Felix Frankfurter Joins Supreme Court
Felix Frankfurter, an eminent professor at Harvard University Law School, joined the Supreme Court on this day.
Because he was a founding member of the ACLU, many expected a fight over his nomination. He was confirmed, however, without any trouble.
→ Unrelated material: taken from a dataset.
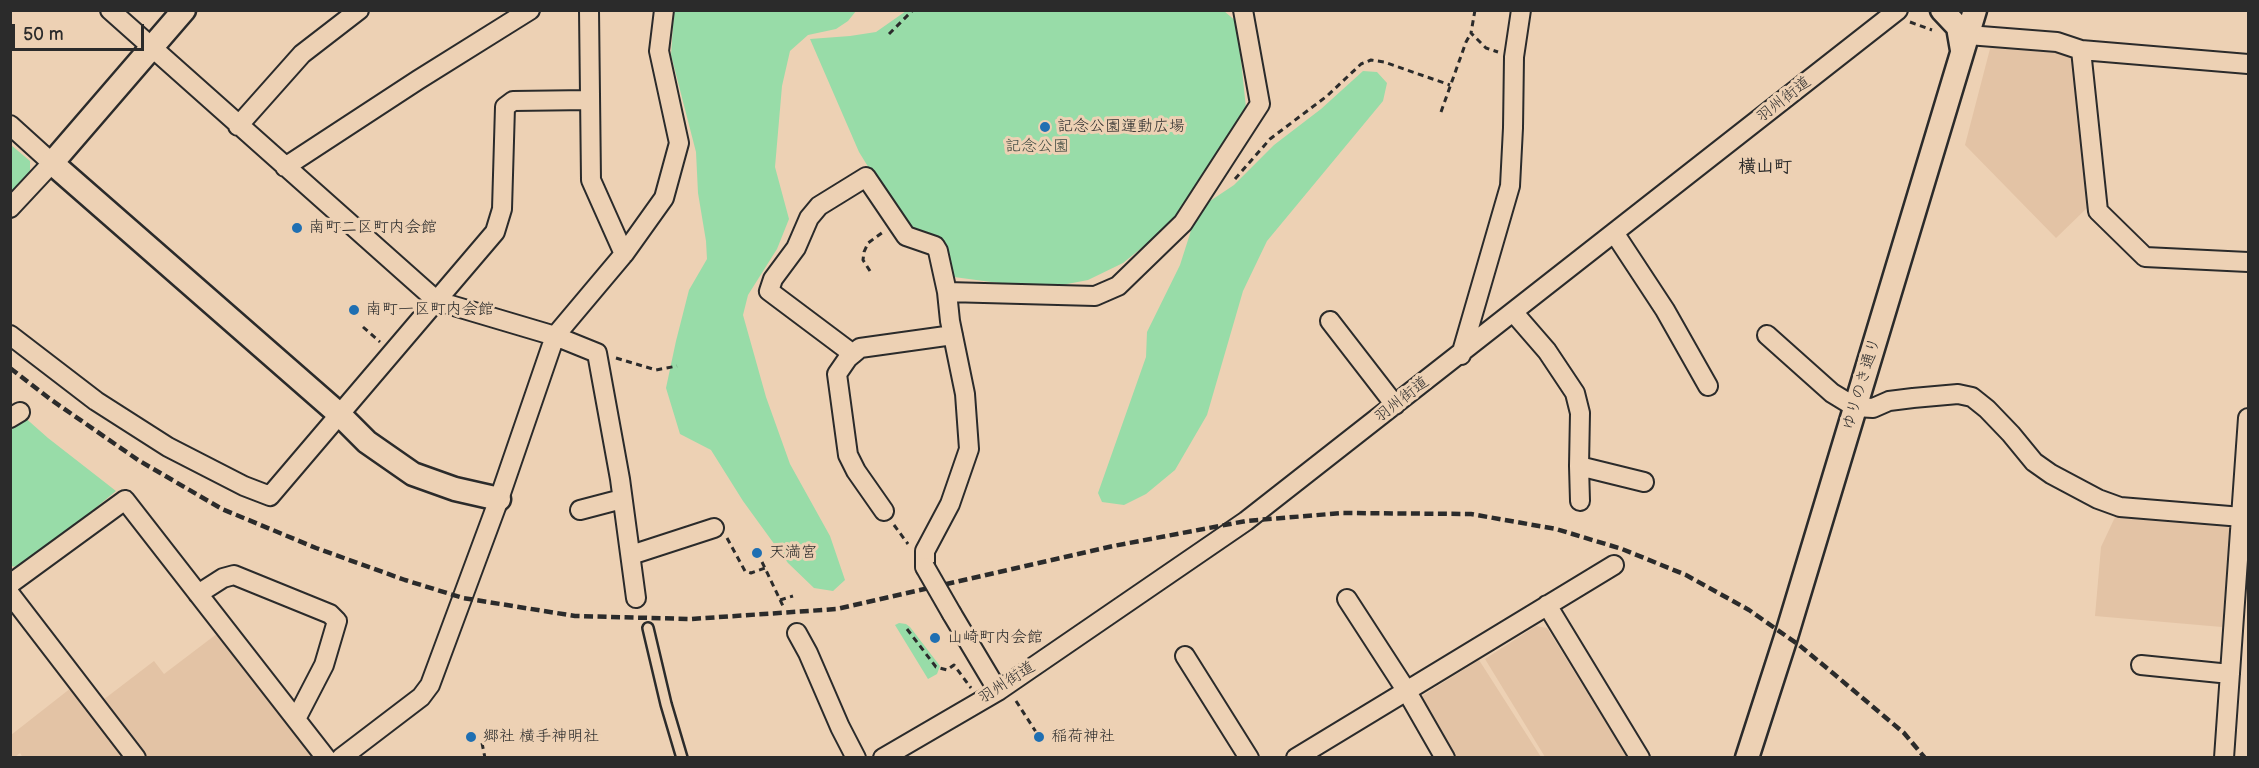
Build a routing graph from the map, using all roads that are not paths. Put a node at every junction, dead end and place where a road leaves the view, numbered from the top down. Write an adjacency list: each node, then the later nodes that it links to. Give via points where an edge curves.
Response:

On the Court, Frankfurter disappointed civil libertarians on many crucial cases, and by the end of his career became the leading advocate of judicial restraint, in opposition to the civil libertarian thrust of the Warren Court.
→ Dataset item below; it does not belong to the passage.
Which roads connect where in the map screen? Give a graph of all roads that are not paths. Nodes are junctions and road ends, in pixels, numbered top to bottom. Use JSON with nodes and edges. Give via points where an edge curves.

He retired in 1962 and was replaced by the far more pro-civil libertarian Arthur Goldberg on September 28, 1962. The shift from Frankfurter to Goldberg moved the Supreme Court toward even stronger support for civil liberties.
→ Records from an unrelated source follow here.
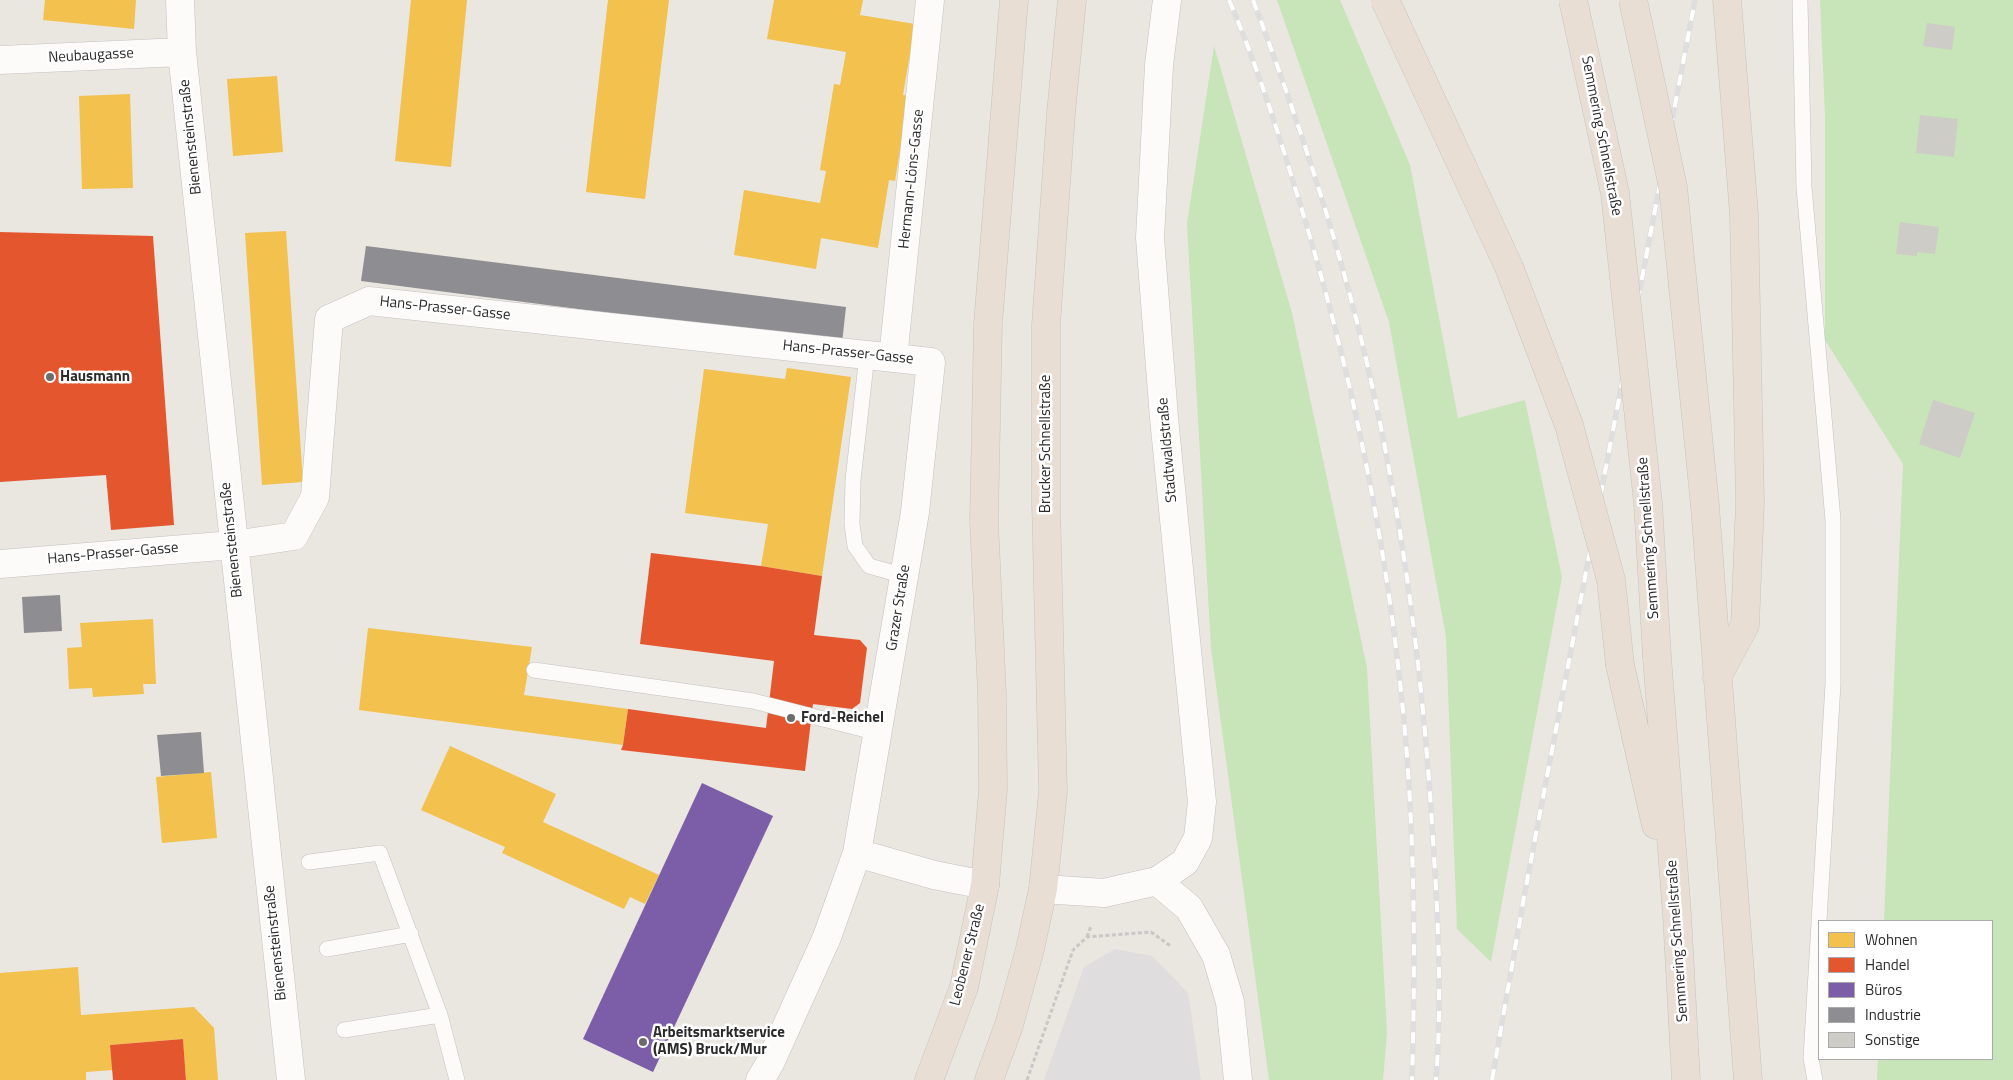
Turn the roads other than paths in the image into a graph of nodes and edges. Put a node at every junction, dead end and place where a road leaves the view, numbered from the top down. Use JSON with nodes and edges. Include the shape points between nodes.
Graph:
{"nodes":[{"id":1,"x":180,"y":0,"type":"edge"},
{"id":2,"x":930,"y":0,"type":"edge"},
{"id":3,"x":1014,"y":0,"type":"edge"},
{"id":4,"x":1072,"y":0,"type":"edge"},
{"id":5,"x":1167,"y":0,"type":"edge"},
{"id":6,"x":1385,"y":0,"type":"edge"},
{"id":7,"x":1573,"y":0,"type":"edge"},
{"id":8,"x":1633,"y":0,"type":"edge"},
{"id":9,"x":1727,"y":0,"type":"edge"},
{"id":10,"x":1800,"y":0,"type":"edge"},
{"id":11,"x":182,"y":52,"type":"junction"},
{"id":12,"x":0,"y":60,"type":"edge"},
{"id":13,"x":880,"y":357,"type":"junction"},
{"id":14,"x":931,"y":362,"type":"joint"},
{"id":15,"x":233,"y":545,"type":"junction"},
{"id":16,"x":0,"y":564,"type":"edge"},
{"id":17,"x":905,"y":576,"type":"junction"},
{"id":18,"x":534,"y":670,"type":"dead end"},
{"id":19,"x":1717,"y":677,"type":"junction"},
{"id":20,"x":878,"y":733,"type":"junction"},
{"id":21,"x":857,"y":852,"type":"junction"},
{"id":22,"x":309,"y":862,"type":"dead end"},
{"id":23,"x":1156,"y":882,"type":"junction"},
{"id":24,"x":985,"y":886,"type":"junction"},
{"id":25,"x":1043,"y":889,"type":"junction"},
{"id":26,"x":1677,"y":914,"type":"junction"},
{"id":27,"x":1819,"y":920,"type":"edge"},
{"id":28,"x":411,"y":934,"type":"junction"},
{"id":29,"x":1818,"y":941,"type":"edge"},
{"id":30,"x":327,"y":949,"type":"dead end"},
{"id":31,"x":440,"y":1015,"type":"junction"},
{"id":32,"x":344,"y":1030,"type":"dead end"},
{"id":33,"x":291,"y":1080,"type":"edge"},
{"id":34,"x":457,"y":1080,"type":"edge"},
{"id":35,"x":760,"y":1080,"type":"edge"},
{"id":36,"x":929,"y":1080,"type":"edge"},
{"id":37,"x":989,"y":1080,"type":"edge"},
{"id":38,"x":1238,"y":1080,"type":"edge"},
{"id":39,"x":1686,"y":1080,"type":"edge"},
{"id":40,"x":1748,"y":1080,"type":"edge"},
{"id":41,"x":1815,"y":1080,"type":"edge"}],
"edges":[{"from":1,"to":11,"type":"street","name":"Bienensteinstraße"},
{"from":2,"to":13,"type":"street","name":"Hermann-Löns-Gasse"},
{"from":3,"to":24,"type":"highway","via":[[988,324],[984,521],[993,790]]},
{"from":4,"to":25,"type":"highway","name":"Brucker Schnellstraße","via":[[1046,326],[1046,503],[1053,792]]},
{"from":5,"to":23,"type":"street","name":"Stadtwaldstraße","via":[[1158,65],[1150,238],[1164,418],[1202,802],[1198,838],[1185,862]]},
{"from":6,"to":26,"type":"highway","bridge":true,"via":[[1509,267],[1569,425],[1611,580],[1620,665]]},
{"from":7,"to":26,"type":"highway","name":"Semmering Schnellstraße","bridge":true,"via":[[1615,193],[1648,503]]},
{"from":8,"to":19,"type":"highway","bridge":true,"via":[[1673,187],[1705,506]]},
{"from":9,"to":19,"type":"highway","via":[[1744,214],[1750,502],[1745,625]]},
{"from":10,"to":27,"type":"lane","via":[[1804,187],[1833,520],[1833,684]]},
{"from":11,"to":12,"type":"street","name":"Neubaugasse"},
{"from":11,"to":15,"type":"street","name":"Bienensteinstraße"},
{"from":13,"to":14,"type":"street","name":"Hans-Prasser-Gasse"},
{"from":13,"to":15,"type":"street","name":"Hans-Prasser-Gasse","via":[[369,301],[329,319],[315,497],[294,536]]},
{"from":13,"to":17,"type":"lane","via":[[852,480],[852,524],[855,546],[869,566]]},
{"from":14,"to":17,"type":"street","name":"Grazer Straße"},
{"from":15,"to":16,"type":"street","name":"Hans-Prasser-Gasse"},
{"from":15,"to":33,"type":"street","name":"Bienensteinstraße"},
{"from":17,"to":20,"type":"street","name":"Grazer Straße"},
{"from":18,"to":20,"type":"lane","via":[[753,701]]},
{"from":19,"to":40,"type":"highway"},
{"from":20,"to":21,"type":"street","name":"Grazer Straße"},
{"from":21,"to":24,"type":"street"},
{"from":21,"to":35,"type":"street","name":"Grazer Straße","via":[[827,936]]},
{"from":22,"to":28,"type":"lane","via":[[380,853]]},
{"from":23,"to":25,"type":"street","name":"Stadtwaldstraße","via":[[1104,893]]},
{"from":23,"to":38,"type":"street","via":[[1189,908],[1216,955],[1230,1002]]},
{"from":24,"to":36,"type":"highway","name":"Leobener Straße","via":[[964,988]]},
{"from":25,"to":37,"type":"highway","via":[[1009,1026]]},
{"from":26,"to":39,"type":"highway","name":"Semmering Schnellstraße"},
{"from":28,"to":30,"type":"lane"},
{"from":28,"to":31,"type":"lane"},
{"from":29,"to":41,"type":"lane","via":[[1812,1058]]},
{"from":31,"to":32,"type":"lane"},
{"from":31,"to":34,"type":"lane"}]}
Learn more: Melvin Urofsky, Felix Frankfurter: Judicial Restraint and Individual Liberties (1991)
And more: James F. Simon, The Antagonists: Hugo Black, Felix Frankfurter and Civil Liberties in Modern America (1989)
Read: http://www.pbs.org/wnet/supremecourt/rights/robes_frankfurter.html
Watch a Discussion of Justice Frankfurter by his law clerk (the first African-American Supreme Court law clerk): http://www.youtube.com/watch?v=8K8cM3pYPp8
Read: Liva Baker, Felix Frankfurter (1969)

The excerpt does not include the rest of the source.